WORKSHEET #2

DUE WEDNESDAY, SEPTEMBER 24

Choose ONE of the following topics on Derrida and deconstruction--or make up a question of your own. If you make up your own question, please state that question at the beginning of your worksheet; otherwise, you don't need to signal which question you are working with. As with the previous worksheet, the questions have different levels of difficulty. If you did well on the previous worksheet, try tackling a slightly tougher topic for this one.

1. What does Derrida add to Saussure's and/or Levi-Strauss' ideas of structure? How does Derrida define the center of a structure or system? What are the characteristics of the center? How is the center related to play? What is play, and why is it important? In answering this question, you might want to trace how our tinker-toy sculptures have evolved.

2. What is the "scandal" that Derrida says Levi-Strauss discovered? How is this "scandal" central to Derrida's ideas in this essay?

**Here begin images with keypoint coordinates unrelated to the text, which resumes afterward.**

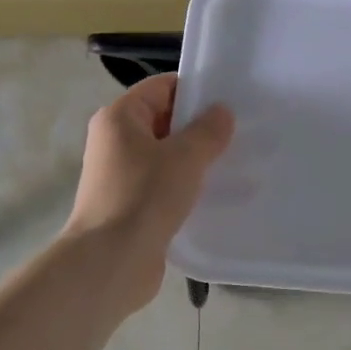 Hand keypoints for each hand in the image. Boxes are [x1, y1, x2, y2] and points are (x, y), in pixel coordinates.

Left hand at [64, 74, 233, 312]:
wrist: (111, 262)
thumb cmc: (144, 196)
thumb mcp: (185, 156)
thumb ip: (208, 130)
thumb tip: (221, 112)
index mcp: (119, 118)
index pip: (161, 87)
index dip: (195, 90)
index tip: (230, 100)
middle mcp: (115, 141)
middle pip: (164, 120)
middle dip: (199, 126)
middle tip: (240, 132)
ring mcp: (121, 175)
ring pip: (166, 155)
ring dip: (196, 159)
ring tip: (234, 162)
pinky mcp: (131, 206)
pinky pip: (164, 184)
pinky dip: (187, 186)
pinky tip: (216, 193)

How do binary oppositions function in relation to this "scandal"? How are binary oppositions central to Derrida's understanding of how the world (i.e. systems of human thought) is structured?

3. What is deconstruction as an action or practice? What does deconstruction hope to deconstruct? You may want to show how deconstruction works by trying to apply Derrida's ideas to a piece of literature, or to a philosophical idea, or to a set of culturally familiar binary oppositions.

4. Discuss this central paradox of Derridean deconstruction: "We have no language...which is foreign to this history [of Western metaphysics]; we can pronounce not a single destructive proposition which has not already had to slip into the form, the logic, and the implicit postulation of precisely what it seeks to contest" (p.85 Adams and Searle). What is Derrida saying? What might be some of the implications of his statement?